As a sort of nontraditional employee here (I'm new to the newspaper business and in fact have no real stake in the Daily Press other than a biweekly paycheck that isn't worth that much) its odd that I suddenly have such strong opinions about Zell and his top minion (Chief Innovation Officer Lee Abrams). Even odder is that my instinct is to finally stick up for them. Timing seems to put Zell solely to blame for the apparent collapse of a respected media giant. But in truth, he was given the mess we're in now. It may be his drastic cuts and quick decision to try to sell-off such superfluous holdings as Careerbuilder and the Chicago Cubs (why a newspaper would need a baseball team is something I have not been able to understand) that are keeping us from actually having to go bankrupt.
So that said, all of those commenting on the situation are really not helping by attacking Zell and gleefully cackling about the downfall of his plan. All that does is make it harder for those of us actually affected by the company's failures to buckle-down and try to remake journalism.

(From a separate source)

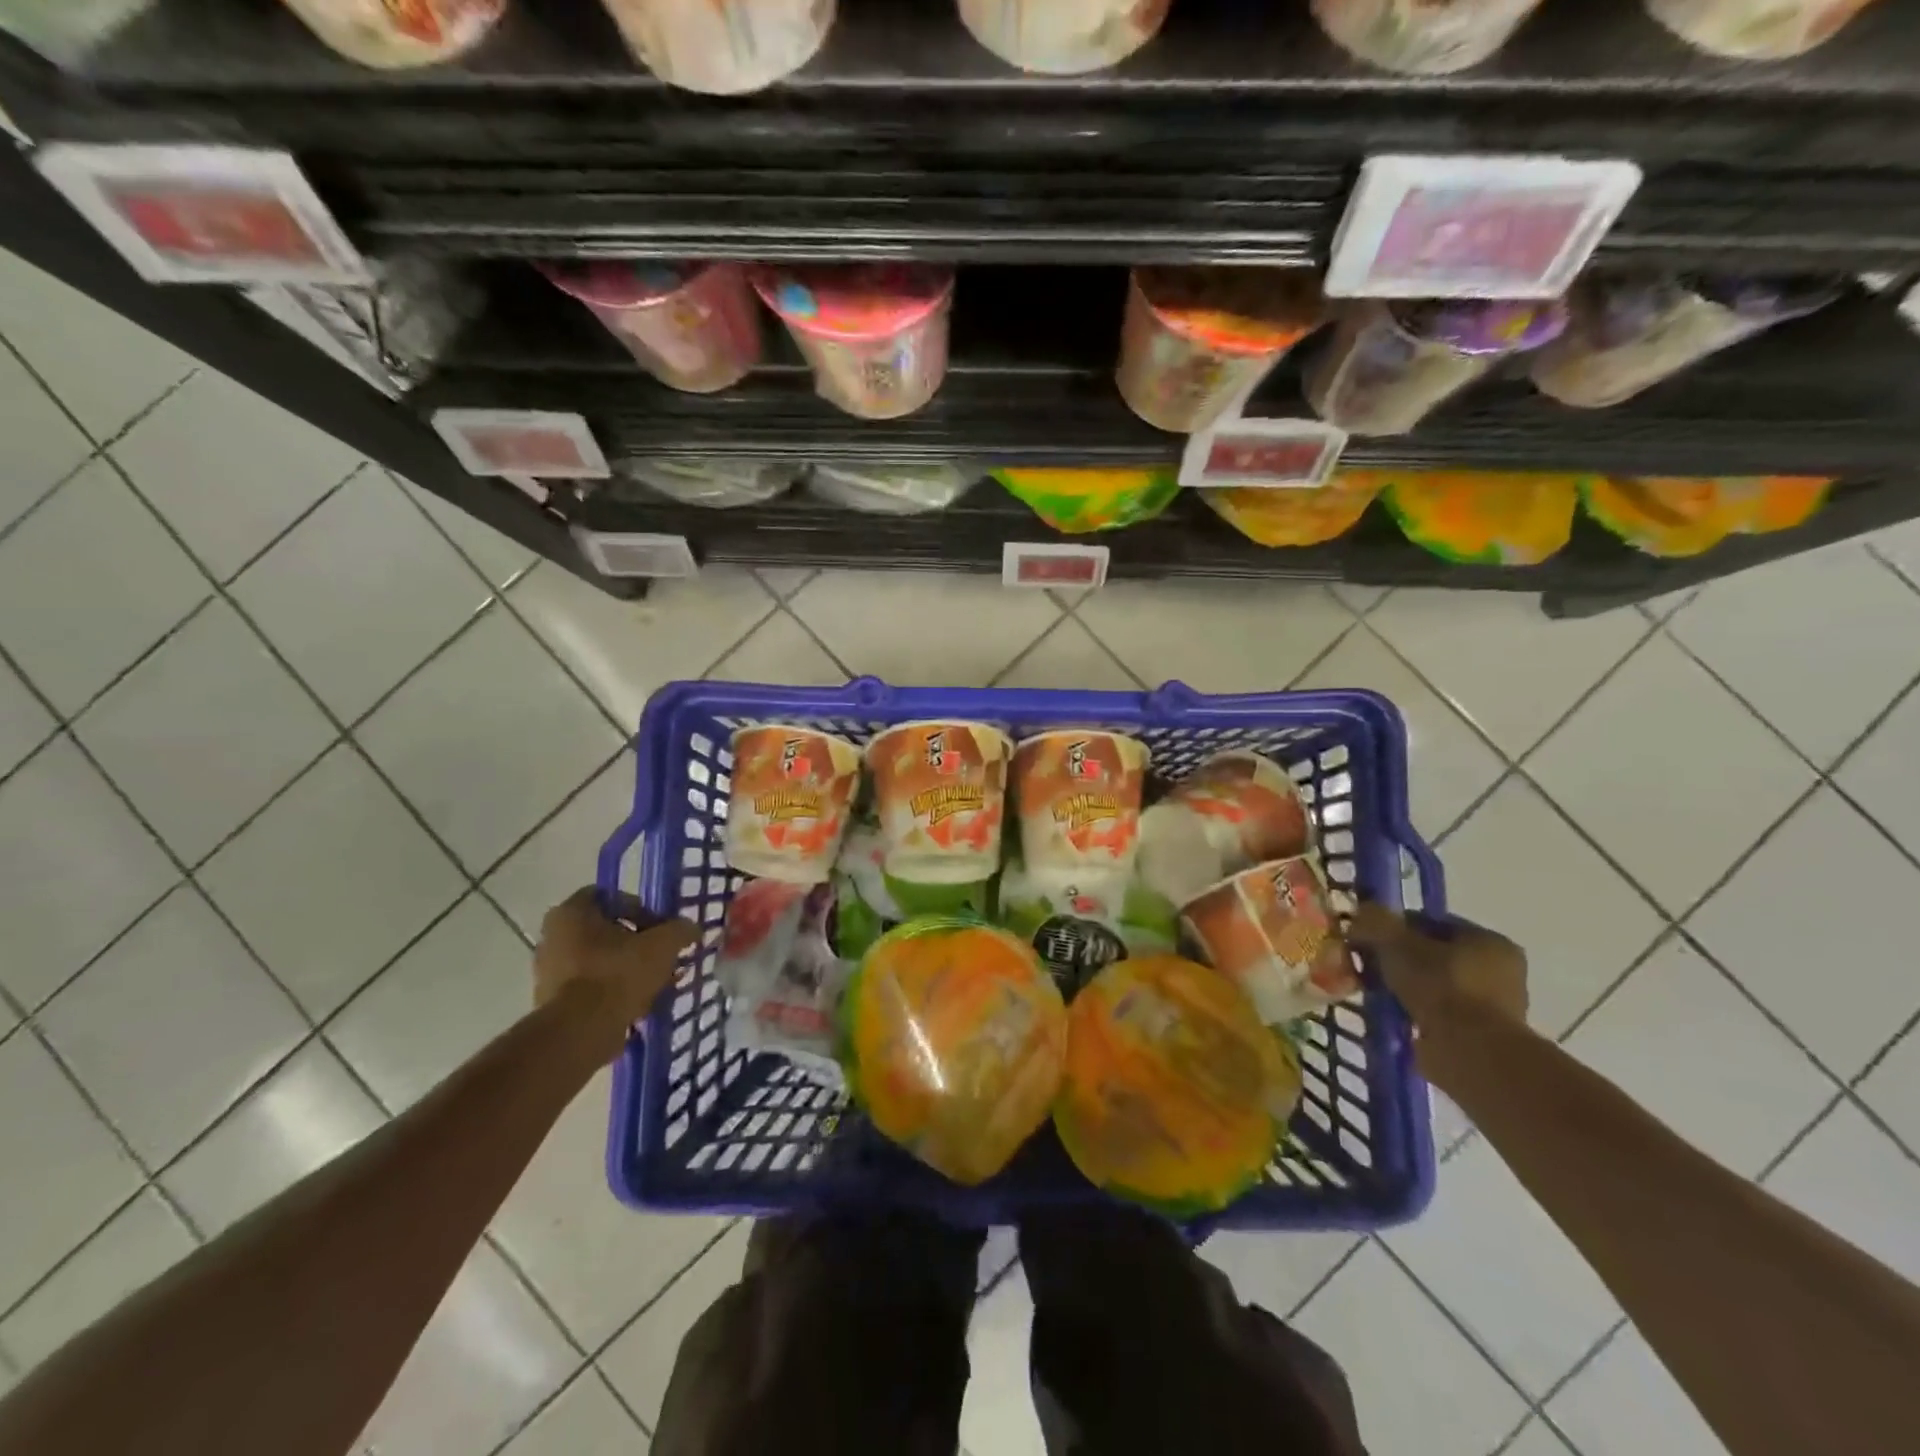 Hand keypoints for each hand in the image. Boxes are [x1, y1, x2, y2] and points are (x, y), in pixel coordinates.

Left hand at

For other comments on the Tribune check out Buzz Machine, Newspaper Deathwatch, Recovering Journalist, and Web 2.0h really?. These are all blogs and offer a range of comments about Zell's affect on the Tribune and the news industry. My favorite is the old rebuttal from Jeff Jarvis on the Buzz Machine which says that Zell can't be blamed for something that is the result of "decades of egotistical and willfully ignorant neglect by the owners, managers — and staff — at" newspapers.